ろくでなしどもが夢のあと

mixiをぶらぶらっと巡回したら、何やら歴史小説の話題で盛り上がっていた。それがかれこれ一週間以上前のこと。

私は元々、史料はよく読むけれど小説はあまり読まない口で、学生時代に図書館で文学集を読み漁っていた程度。その代わり坂口安吾などには妙にハマる。

この度に思い出したのも安吾のもので、黒田如水(官兵衛)を描いた「二流の人」だった。なお安吾はこの作品でほとんど触れられない信長についての作品もあるが、そちらについては割愛する。

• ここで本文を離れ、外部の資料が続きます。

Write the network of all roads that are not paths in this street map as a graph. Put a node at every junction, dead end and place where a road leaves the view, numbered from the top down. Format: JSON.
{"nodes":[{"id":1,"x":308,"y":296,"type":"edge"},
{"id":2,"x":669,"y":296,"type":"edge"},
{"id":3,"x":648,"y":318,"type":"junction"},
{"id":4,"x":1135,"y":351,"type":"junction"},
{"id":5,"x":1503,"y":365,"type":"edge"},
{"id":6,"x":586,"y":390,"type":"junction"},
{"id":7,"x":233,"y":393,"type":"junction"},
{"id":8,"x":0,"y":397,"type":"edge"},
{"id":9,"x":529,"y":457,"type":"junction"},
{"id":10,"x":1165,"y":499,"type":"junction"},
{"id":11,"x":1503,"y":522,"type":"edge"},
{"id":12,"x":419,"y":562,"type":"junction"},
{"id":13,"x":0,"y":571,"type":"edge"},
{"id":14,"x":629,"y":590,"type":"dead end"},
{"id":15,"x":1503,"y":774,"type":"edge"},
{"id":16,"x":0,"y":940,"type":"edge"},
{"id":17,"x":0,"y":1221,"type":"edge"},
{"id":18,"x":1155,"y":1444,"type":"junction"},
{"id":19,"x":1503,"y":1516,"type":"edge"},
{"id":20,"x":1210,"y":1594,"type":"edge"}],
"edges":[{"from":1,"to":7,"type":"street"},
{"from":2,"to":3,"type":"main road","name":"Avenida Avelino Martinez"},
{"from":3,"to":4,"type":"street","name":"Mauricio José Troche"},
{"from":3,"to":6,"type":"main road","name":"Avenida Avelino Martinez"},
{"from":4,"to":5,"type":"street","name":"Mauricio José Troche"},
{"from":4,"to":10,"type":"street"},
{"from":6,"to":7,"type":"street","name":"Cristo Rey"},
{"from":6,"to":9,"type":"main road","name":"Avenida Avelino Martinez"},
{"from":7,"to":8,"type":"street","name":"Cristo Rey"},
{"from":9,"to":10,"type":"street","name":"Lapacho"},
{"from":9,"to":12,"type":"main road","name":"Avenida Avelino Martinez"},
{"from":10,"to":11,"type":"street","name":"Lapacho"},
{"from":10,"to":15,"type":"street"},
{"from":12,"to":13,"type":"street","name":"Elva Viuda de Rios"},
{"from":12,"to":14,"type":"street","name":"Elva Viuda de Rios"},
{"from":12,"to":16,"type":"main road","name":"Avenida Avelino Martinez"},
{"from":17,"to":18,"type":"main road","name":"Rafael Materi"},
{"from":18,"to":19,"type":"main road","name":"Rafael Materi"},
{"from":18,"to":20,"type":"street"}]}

最初に如水がどのように描かれるかというと、カサ頭やチンバ、百歩譲っても世辞ではない。

話の筋としては戦国における巨人・秀吉の恐れについて掘り下げながら、如水や秀次との奇妙な関係、そして太閤死後の関ヶ原。ついには如水に立ち返る。

古典の類なので細かいことを言うのは学のある方々に任せるとして、如水の扱われ方についてだけ触れておきたい。

如水は最後、関ヶ原のどさくさにかこつけて九州討伐をし、家康と恩賞について話すことになる。もちろん如水は天下が欲しかった。家康の禄などではない。しかし、嗣子の長政が大層なものを貰っているからいらないと誤魔化して終わる。

実に淡泊だが、ここで安吾はぴしゃりとやる。戦国という茶番が終わったと同時に、如水の一生も終わったようなものなのだった。安吾作品の大体がそうであるように、虚無へと立ち返ることになる。

安吾作品が暗い雰囲気であると同時に妙な痛快さを持っているのは、こうした登場人物への鋭い指摘にあると思う。誤魔化しようのない有様を浮かび上がらせる。あの白痴においては、白痴の女、空襲、敗戦と、実によく表れている。